Ieri sera abbiamo finalmente tirato fuori lo spinnaker più grande, ha un taglio bellissimo che permette di orzare agilmente e far accelerare la barca anche in venti leggeri, sono davvero contento di averlo fatto riparare a Punta del Este dopo il danno subito alla tappa precedente dopo la strambata causata dall'avaria del pilota automatico. A parte appunto questi incidenti di percorso siamo ad oggi l'unica barca che sta usando ancora lo stesso set di vele che avevamo alla partenza a Palma, le scelte fatte sono state pienamente azzeccate e se alcuni team cambiano vele facendo ragionamenti tattici ad ogni tappa noi siamo contenti con queste che coprono tutti gli angoli e range di vento, abbiamo vele robuste per i ventoni ma anche vele assassine per le bonaccette. Devo ringraziare Roberto Westermann, amico personale e titolare della veleria Di-Tech di Lavagna che ha tirato fuori un set di vele eccezionale.
Dopo aver girato l'angolo del Brasile la corrente contraria che ci rallentava da giorni ha lasciato posto ad una piacevole corrente favorevole, stiamo infatti per agganciare la corrente del Guyana che ci aiuterà a macinare miglia più rapidamente nella volata verso i caraibi.

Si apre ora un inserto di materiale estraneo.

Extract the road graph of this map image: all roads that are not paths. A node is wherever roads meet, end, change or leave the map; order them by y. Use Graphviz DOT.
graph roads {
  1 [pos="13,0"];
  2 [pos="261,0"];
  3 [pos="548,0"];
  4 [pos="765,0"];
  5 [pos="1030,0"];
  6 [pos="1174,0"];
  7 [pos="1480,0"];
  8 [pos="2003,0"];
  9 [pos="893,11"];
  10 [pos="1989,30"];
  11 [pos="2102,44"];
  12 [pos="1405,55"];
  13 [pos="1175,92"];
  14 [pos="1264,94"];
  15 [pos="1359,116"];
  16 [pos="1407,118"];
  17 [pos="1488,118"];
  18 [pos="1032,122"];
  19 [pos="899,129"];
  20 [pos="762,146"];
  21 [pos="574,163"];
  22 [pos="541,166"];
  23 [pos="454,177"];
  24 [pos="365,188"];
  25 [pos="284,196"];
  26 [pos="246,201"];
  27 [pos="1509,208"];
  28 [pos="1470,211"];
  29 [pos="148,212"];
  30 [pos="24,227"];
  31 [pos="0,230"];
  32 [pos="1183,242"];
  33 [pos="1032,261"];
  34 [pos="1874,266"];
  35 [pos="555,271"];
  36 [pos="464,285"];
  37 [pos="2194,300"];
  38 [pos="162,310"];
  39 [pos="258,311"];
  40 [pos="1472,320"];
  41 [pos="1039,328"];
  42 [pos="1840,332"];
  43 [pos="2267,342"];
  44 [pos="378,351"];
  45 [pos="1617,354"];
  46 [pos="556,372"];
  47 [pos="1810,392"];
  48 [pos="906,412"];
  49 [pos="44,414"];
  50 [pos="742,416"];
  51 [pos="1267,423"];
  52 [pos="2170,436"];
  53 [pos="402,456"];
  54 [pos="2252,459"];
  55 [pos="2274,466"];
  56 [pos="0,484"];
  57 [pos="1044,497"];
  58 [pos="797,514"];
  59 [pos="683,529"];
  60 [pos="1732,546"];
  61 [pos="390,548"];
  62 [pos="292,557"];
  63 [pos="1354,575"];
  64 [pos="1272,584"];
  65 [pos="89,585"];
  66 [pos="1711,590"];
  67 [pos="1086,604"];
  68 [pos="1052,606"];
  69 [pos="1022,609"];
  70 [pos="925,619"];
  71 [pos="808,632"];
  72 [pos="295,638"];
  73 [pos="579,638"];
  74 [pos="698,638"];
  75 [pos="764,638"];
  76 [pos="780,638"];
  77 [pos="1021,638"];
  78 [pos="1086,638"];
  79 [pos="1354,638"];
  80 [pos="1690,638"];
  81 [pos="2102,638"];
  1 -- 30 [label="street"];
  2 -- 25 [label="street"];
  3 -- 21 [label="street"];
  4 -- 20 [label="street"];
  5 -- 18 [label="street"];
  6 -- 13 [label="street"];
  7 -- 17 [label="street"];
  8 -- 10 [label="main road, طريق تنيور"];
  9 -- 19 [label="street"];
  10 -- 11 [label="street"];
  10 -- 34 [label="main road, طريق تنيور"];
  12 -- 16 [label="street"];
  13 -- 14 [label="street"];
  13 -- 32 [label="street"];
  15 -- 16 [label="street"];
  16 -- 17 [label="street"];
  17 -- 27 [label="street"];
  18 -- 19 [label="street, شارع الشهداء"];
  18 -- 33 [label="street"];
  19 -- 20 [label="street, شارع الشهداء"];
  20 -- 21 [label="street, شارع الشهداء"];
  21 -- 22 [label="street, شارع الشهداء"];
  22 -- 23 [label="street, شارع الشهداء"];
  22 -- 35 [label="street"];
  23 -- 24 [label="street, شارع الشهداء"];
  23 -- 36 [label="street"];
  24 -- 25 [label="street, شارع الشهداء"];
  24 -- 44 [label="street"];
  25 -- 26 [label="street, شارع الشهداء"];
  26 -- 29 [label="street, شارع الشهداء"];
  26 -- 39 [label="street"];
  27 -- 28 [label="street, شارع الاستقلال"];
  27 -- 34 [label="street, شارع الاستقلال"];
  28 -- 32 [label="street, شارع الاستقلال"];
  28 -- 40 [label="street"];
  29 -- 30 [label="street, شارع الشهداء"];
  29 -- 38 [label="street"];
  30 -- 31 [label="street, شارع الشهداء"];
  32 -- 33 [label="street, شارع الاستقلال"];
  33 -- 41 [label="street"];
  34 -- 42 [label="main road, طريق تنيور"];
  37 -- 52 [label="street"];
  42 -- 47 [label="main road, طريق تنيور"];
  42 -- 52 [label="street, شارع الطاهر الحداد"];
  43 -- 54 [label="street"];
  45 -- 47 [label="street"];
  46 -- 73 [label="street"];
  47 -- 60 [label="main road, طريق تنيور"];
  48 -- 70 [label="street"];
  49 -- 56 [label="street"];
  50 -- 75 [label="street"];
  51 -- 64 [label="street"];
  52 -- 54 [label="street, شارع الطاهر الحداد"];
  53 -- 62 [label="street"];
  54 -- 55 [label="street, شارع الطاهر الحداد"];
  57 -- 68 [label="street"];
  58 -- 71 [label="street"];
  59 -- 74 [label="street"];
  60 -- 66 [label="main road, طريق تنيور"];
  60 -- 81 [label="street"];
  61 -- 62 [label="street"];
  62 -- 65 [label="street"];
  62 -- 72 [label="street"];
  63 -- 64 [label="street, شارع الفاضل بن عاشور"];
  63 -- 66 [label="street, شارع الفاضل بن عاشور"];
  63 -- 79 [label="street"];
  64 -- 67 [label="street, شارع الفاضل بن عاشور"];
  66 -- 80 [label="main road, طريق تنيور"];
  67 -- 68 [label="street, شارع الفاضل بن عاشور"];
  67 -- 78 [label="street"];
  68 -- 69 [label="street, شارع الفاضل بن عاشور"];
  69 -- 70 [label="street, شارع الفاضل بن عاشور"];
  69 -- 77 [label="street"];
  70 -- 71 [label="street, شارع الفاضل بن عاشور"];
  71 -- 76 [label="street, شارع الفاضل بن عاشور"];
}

La vita a bordo, conseguenza diretta dell'aliseo irregolare, è passata giornalmente dal tedio al fastidio: noia mortale quando la barca è a punto e fila per la sua strada e frustrazione infinita quando incontriamo buchi di vento che ci inghiottono per decine di minuti in cui lottiamo per uscire dall'influenza del nuvolone di turno. Unico beneficio dei nuvoloni di Fantozzi è il rinfrescarsi dell'aria sotto la pioggia, fa infatti un caldo asfissiante ed arrivare ad essere persino infreddoliti è un sollievo incredibile. Come nella prima tappa il caldo mi sta dando qualche problema ed ho i piedi gonfi ma questa volta non lo sono tanto quanto allo scorso passaggio dell'equatore ad ottobre. Alla partenza da Punta lamentavo anche una strano gonfiore addominale, temevo problemi di ritenzione idrica ma il dottore mi ha assicurato che si tratta di ritenzione di birra, hamburger e pizza che saranno facilmente curati dalla molto meno allettante dieta di liofilizzati che ci stiamo sorbendo ora.